New findings from rock samples collected and examined by NASA's Mars
Exploration Rover Opportunity have confirmed an ancient wet environment that was
milder and older than the acidic and oxidizing conditions told by rocks the
rover examined previously.
In the Jan. 24 edition of the journal Science, Opportunity Deputy Principal
Investigator Ray Arvidson, a professor at Washington University in St. Louis,
writes in detail about the discoveries made by the rover and how these
discoveries have shaped our knowledge of the planet. According to Arvidson and
others on the team, the latest evidence from Opportunity is landmark.

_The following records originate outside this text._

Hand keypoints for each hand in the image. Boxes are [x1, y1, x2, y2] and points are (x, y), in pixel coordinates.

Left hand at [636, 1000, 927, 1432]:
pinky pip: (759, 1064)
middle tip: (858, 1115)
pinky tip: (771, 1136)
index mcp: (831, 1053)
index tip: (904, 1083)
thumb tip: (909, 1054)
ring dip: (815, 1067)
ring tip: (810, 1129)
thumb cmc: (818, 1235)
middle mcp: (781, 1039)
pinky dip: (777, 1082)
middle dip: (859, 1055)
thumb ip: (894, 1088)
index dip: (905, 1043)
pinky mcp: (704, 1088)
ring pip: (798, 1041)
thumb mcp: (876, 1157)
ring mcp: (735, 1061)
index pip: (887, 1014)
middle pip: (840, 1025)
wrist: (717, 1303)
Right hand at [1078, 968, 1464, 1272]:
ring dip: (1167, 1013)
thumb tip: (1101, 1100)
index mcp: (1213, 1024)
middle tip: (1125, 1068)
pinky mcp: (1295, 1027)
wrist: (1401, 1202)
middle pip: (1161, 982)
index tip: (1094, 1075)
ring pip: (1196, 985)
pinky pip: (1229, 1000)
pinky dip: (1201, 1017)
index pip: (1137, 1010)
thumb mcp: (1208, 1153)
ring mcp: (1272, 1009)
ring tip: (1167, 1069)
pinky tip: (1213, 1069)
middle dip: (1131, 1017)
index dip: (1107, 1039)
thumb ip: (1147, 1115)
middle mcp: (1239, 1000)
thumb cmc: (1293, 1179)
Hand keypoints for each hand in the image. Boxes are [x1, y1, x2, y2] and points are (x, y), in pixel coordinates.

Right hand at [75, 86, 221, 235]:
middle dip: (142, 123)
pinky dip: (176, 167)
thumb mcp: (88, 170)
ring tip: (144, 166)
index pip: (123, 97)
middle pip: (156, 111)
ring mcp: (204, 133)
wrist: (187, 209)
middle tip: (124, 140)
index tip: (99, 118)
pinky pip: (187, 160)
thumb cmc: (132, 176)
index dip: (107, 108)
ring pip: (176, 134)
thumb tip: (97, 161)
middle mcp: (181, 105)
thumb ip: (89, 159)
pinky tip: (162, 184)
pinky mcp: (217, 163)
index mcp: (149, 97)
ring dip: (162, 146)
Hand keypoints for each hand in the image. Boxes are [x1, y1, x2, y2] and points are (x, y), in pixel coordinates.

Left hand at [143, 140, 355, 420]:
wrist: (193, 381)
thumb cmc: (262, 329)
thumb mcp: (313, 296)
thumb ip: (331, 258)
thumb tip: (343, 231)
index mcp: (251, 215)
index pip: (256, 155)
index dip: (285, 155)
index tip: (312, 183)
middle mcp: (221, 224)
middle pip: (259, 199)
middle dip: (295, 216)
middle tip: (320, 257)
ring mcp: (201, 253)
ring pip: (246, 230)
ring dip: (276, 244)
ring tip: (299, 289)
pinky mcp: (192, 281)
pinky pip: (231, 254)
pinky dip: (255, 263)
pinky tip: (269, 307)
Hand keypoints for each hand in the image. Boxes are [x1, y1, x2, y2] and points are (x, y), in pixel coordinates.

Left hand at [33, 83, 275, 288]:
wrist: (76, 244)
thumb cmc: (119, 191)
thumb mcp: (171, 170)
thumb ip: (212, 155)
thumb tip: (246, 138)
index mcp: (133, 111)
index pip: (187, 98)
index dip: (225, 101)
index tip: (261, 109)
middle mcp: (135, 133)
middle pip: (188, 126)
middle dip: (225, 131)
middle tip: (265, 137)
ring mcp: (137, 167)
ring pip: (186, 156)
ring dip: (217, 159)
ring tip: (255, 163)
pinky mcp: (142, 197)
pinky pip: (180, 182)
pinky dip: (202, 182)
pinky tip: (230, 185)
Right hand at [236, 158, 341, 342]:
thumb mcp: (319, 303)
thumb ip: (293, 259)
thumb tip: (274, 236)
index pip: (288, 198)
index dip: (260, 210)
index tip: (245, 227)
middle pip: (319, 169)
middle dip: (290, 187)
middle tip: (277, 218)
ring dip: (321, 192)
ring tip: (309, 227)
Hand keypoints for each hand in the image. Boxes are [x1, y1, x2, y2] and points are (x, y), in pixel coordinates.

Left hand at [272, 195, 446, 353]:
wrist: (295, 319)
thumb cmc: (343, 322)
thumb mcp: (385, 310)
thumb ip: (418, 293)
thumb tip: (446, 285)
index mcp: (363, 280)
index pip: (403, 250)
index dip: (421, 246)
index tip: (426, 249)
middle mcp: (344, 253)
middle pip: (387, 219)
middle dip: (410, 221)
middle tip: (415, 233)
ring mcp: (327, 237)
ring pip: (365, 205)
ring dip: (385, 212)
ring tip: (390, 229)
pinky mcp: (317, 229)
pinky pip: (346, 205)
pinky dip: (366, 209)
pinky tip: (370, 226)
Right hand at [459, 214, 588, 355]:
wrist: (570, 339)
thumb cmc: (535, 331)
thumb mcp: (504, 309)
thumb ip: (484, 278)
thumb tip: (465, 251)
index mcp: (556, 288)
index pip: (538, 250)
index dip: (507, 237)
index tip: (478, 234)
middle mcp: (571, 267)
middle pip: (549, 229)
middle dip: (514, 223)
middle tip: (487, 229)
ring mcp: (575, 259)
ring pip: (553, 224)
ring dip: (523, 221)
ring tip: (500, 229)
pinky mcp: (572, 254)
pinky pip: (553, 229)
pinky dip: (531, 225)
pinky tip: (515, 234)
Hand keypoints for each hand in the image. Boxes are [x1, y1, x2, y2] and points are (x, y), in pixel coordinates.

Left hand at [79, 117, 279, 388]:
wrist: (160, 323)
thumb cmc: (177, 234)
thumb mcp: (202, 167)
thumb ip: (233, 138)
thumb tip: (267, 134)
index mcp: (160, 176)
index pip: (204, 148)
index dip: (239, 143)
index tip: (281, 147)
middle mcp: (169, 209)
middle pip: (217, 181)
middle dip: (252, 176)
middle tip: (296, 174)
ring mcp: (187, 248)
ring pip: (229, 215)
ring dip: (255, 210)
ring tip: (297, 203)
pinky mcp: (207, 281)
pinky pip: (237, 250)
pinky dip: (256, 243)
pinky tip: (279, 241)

"These rocks are older than any we examined earlier in the mission, and they
reveal more favorable conditions for microbial life than any evidence previously
examined by investigations with Opportunity," said Arvidson.
While the Opportunity team celebrates the rover's 10th anniversary on Mars,
they also look forward to what discoveries lie ahead and how a better
understanding of Mars will help advance plans for human missions to the planet
in the 2030s.
Opportunity's original mission was to last only three months. On the day of
its 10th anniversary on the Red Planet, Opportunity is examining the rim of the
Endeavour Crater. It has driven 24 miles (38.7 kilometers) from where it landed
on Jan. 24, 2004. The site is about halfway around the planet from NASA's
latest Mars rover, Curiosity.
To find rocks for examination, the rover team at NASA's Jet Propulsion
Laboratory in Pasadena, Calif., steered Opportunity in a loop, scanning the
ground for promising rocks in an area of Endeavour's rim called Matijevic Hill.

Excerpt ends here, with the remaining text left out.